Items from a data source
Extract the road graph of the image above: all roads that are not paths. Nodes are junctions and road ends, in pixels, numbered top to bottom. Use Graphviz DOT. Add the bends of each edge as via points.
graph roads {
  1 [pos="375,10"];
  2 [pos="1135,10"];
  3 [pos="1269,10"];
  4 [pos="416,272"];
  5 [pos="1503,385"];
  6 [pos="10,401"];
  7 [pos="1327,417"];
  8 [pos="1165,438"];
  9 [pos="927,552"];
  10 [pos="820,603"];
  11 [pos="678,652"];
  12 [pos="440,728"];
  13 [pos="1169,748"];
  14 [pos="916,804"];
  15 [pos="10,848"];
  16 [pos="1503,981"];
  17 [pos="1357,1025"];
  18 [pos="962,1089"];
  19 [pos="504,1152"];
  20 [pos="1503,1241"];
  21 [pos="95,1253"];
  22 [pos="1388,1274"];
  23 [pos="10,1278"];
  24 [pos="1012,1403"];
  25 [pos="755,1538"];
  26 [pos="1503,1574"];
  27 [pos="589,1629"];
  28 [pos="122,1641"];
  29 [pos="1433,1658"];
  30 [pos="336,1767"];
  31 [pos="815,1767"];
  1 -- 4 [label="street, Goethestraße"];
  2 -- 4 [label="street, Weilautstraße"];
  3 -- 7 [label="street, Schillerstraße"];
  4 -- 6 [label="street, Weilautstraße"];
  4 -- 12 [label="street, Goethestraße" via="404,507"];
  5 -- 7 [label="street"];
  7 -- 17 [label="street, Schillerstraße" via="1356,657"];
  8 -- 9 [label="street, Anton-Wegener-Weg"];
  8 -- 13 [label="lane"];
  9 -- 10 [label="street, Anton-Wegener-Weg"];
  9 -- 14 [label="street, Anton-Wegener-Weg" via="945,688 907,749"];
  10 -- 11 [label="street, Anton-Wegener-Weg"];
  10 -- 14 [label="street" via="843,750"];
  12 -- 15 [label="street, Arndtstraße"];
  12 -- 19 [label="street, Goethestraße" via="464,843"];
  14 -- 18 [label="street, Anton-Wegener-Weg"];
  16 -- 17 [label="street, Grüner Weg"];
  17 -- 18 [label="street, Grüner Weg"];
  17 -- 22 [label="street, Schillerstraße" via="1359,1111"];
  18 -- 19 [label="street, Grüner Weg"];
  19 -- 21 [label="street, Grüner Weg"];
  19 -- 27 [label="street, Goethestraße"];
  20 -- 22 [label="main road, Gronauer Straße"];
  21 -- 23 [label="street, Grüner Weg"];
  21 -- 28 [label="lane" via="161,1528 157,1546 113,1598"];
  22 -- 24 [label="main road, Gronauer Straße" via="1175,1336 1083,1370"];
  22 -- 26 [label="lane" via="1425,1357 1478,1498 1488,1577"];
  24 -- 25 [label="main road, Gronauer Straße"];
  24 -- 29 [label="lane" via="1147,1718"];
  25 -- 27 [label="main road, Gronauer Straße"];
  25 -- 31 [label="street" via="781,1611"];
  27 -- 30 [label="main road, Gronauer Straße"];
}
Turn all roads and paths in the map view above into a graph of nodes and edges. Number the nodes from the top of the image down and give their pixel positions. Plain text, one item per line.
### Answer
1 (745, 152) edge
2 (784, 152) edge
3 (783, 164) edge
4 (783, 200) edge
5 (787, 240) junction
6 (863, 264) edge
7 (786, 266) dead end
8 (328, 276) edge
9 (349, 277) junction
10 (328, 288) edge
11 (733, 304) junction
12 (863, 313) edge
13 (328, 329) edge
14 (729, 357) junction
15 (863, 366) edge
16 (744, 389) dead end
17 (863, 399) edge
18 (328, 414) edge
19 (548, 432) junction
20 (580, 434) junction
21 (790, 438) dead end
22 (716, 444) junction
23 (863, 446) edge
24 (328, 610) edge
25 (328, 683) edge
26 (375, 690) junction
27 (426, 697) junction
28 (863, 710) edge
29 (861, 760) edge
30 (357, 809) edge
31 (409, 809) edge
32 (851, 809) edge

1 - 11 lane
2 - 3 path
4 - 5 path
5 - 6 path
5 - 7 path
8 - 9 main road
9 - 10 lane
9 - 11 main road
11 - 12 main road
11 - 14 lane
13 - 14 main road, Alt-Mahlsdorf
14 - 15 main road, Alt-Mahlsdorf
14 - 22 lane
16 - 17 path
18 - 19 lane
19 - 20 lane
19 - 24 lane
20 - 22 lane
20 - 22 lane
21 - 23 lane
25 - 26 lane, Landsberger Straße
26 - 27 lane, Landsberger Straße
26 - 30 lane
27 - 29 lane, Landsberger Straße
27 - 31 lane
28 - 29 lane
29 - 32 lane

---

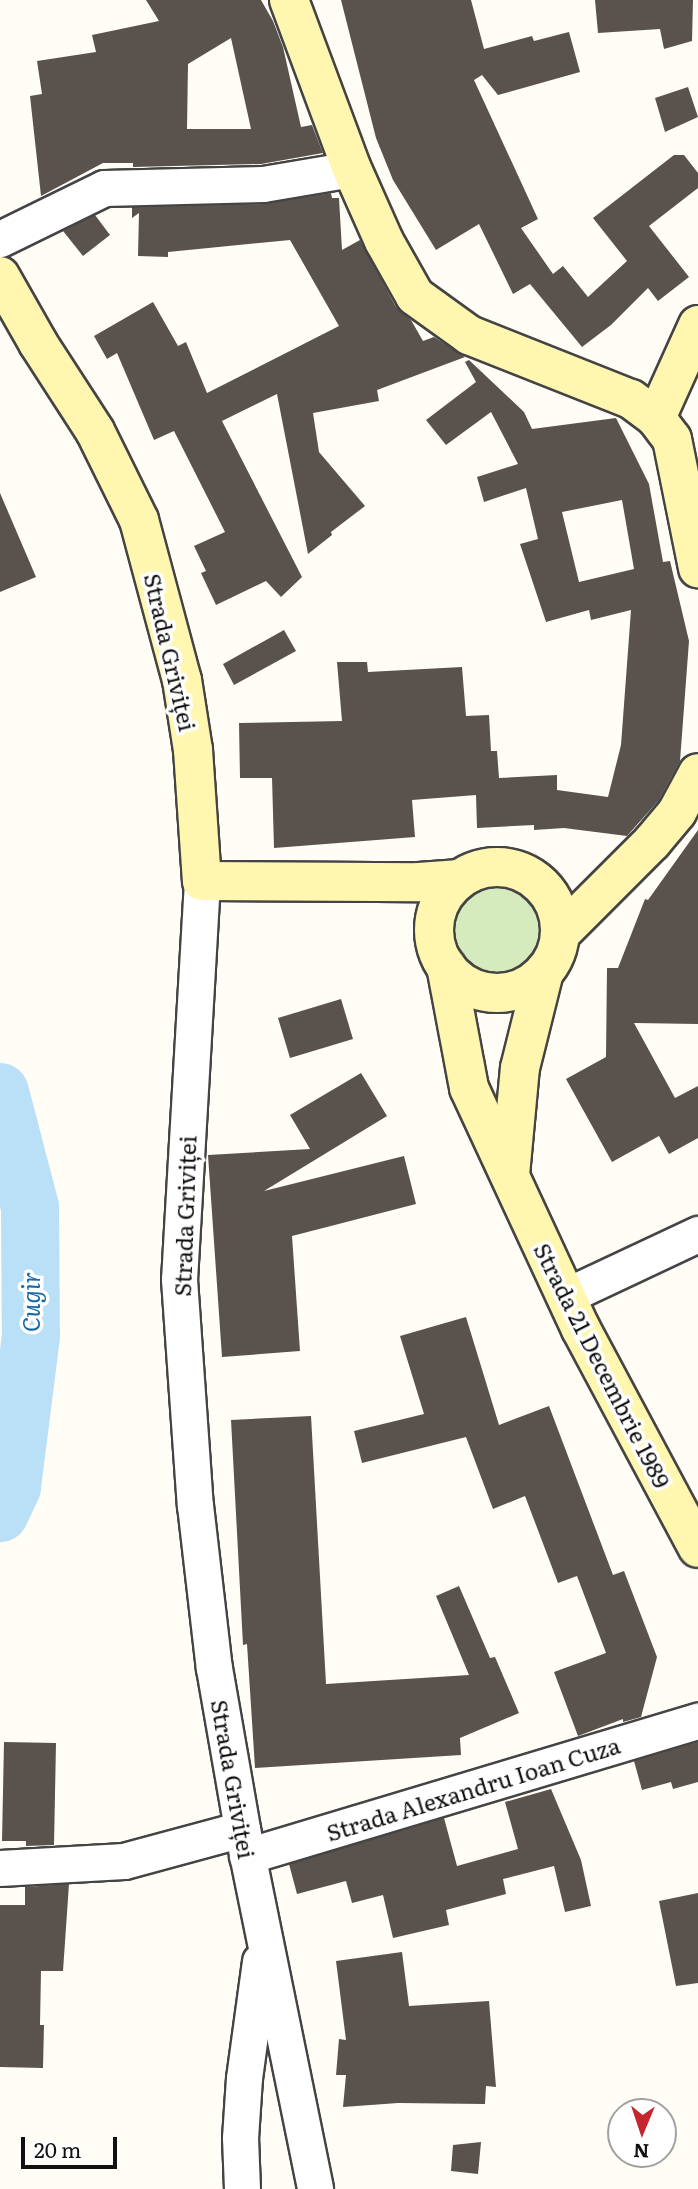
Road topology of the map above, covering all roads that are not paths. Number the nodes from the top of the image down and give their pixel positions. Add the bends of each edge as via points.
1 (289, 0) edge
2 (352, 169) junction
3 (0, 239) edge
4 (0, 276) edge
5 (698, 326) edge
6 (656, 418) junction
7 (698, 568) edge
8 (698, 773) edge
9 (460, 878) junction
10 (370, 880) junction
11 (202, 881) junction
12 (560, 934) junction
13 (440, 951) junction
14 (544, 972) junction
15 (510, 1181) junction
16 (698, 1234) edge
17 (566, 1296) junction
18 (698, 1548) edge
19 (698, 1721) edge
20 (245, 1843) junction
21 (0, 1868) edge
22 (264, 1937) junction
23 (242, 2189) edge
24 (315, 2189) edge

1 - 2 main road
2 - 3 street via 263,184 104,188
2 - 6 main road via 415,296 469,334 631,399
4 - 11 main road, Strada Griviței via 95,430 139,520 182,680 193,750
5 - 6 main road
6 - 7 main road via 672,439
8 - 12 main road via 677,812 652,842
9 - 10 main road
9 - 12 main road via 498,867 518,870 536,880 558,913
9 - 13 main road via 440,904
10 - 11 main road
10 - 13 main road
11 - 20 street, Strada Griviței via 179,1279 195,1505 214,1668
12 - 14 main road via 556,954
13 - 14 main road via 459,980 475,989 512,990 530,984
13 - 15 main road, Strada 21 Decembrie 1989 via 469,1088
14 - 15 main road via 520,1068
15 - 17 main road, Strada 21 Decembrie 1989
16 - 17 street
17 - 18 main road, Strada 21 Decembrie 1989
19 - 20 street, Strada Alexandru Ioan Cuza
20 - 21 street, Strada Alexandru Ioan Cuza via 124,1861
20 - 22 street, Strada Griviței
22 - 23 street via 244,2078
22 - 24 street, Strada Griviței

- Action item -
Lines holding the word "Schillerstraße" are the answer; copy each one from the records above.

- Finished exercise -
  3 -- 7 [label="street, Schillerstraße"];
  7 -- 17 [label="street, Schillerstraße" via="1356,657"];
  17 -- 22 [label="street, Schillerstraße" via="1359,1111"];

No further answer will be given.